How Data Science Got Us to the Bahamas – the International Quant Championship 2023

Posted on January 3, 2024January 3, 2024•7 min read

My colleague Tihamer Kocsis and I just got back from the Global Final of the 2023 International Quant Championship (IQC) in the Bahamas. The two of us were among the top 12 teams in the world (out of 30,000), which was quite a journey!

IQC 2023 Global Finals team announcement picture

We usually enjoy working on different data-science related competitions, even if they’re a bit out of our comfort zone, like this one. However, it seems that good problem-solving skills and creativity can compensate for a lack of knowledge in the exact field.
– Tamás Nagy

What Is the International Quant Championship About?

As you might have guessed from the name, this was not a traditional data-science competition – it was a search for the next Quant Champion. As data scientists working at CUJO AI, we are quite far from the financial markets, even though I have worked as a data scientist in the risk department of a banking group and have some limited knowledge of the basics.

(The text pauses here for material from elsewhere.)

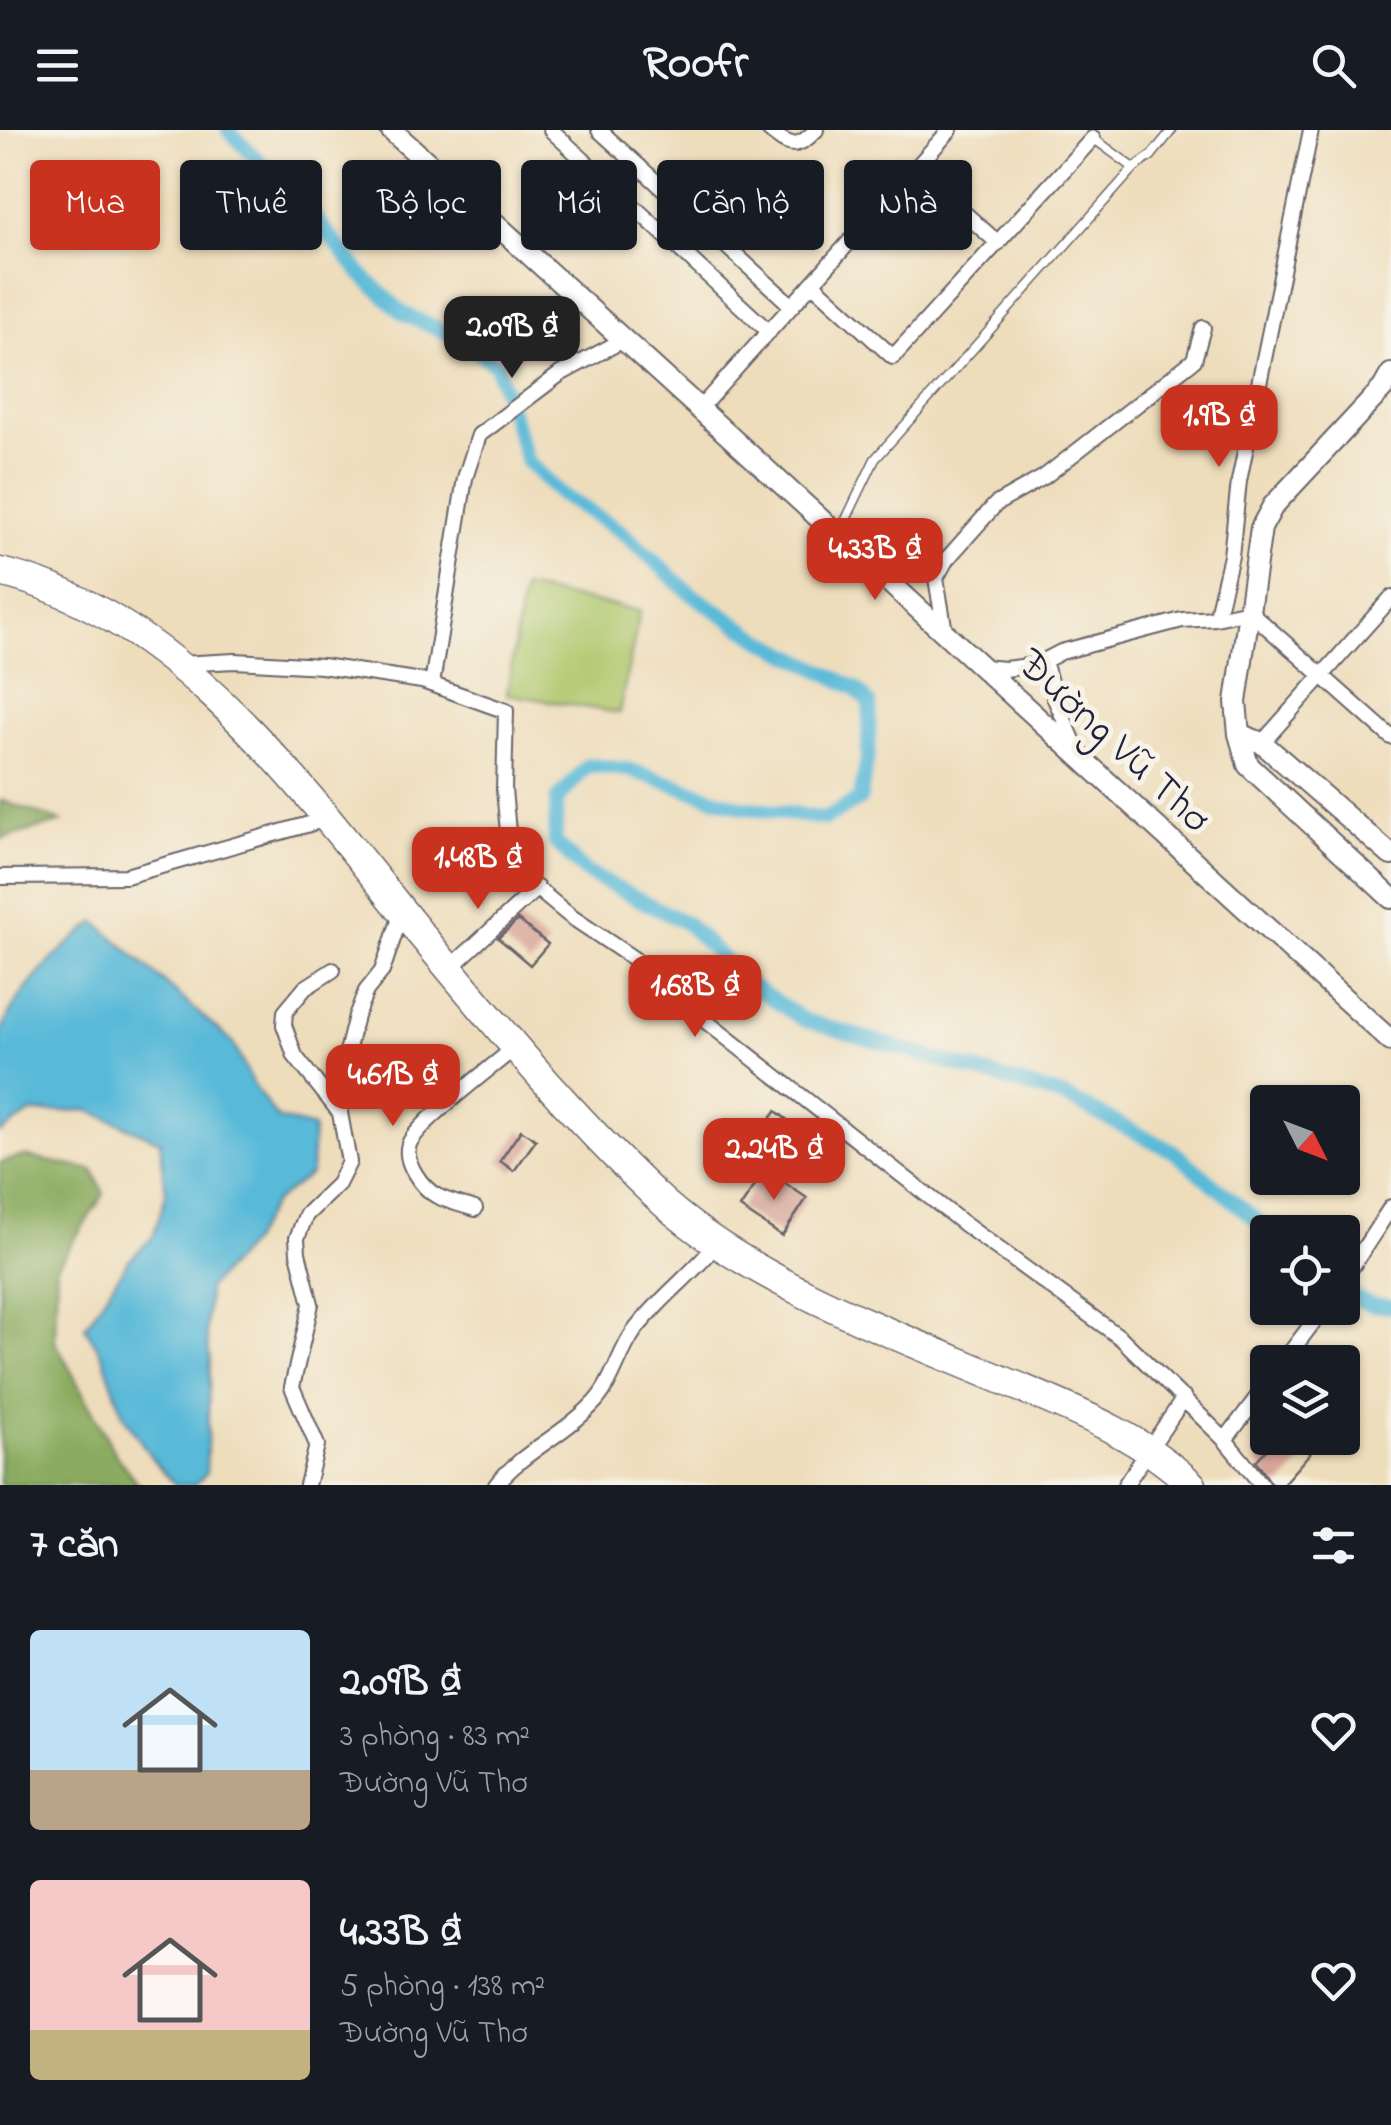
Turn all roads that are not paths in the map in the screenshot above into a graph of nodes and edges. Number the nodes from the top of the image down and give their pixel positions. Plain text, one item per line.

But, since challenging ourselves is one of the core company values here at CUJO AI, we thought it would be a good fit.

The goal of this competition was to create mathematical models that predict the future price movements of various financial instruments. We saw it as a time-series forecasting challenge with limited features and operators.

Our Mentality Going into the Competition: Automate Everything

Normally, in a competition like this, the best practice is to check the newest research papers for the best techniques to over-perform the financial markets and try to adopt them. It requires several hours to deeply understand these ideas, and the process can’t be automated.

Since it was just a fun hobby project for us, we tried to automate basically everything. The participants got access to a web UI where model creation and simulation were available. Clicking around in there was really tedious work, so we analyzed the network traffic and managed to figure out how the API worked without any documentation. We found an undocumented feature in the cookie generation, which helped us establish continuous API access. This will be important later. 🙂

View from a balcony at the International Quant Competition 2023 in the Bahamas

Our Approach

We created an optimization module in Python using gradient-free optimization algorithms (e.g., Nelder-Mead) to have a well-established framework for finding the optimal model in our pool instead of the “trial and error” approach that most of the teams used.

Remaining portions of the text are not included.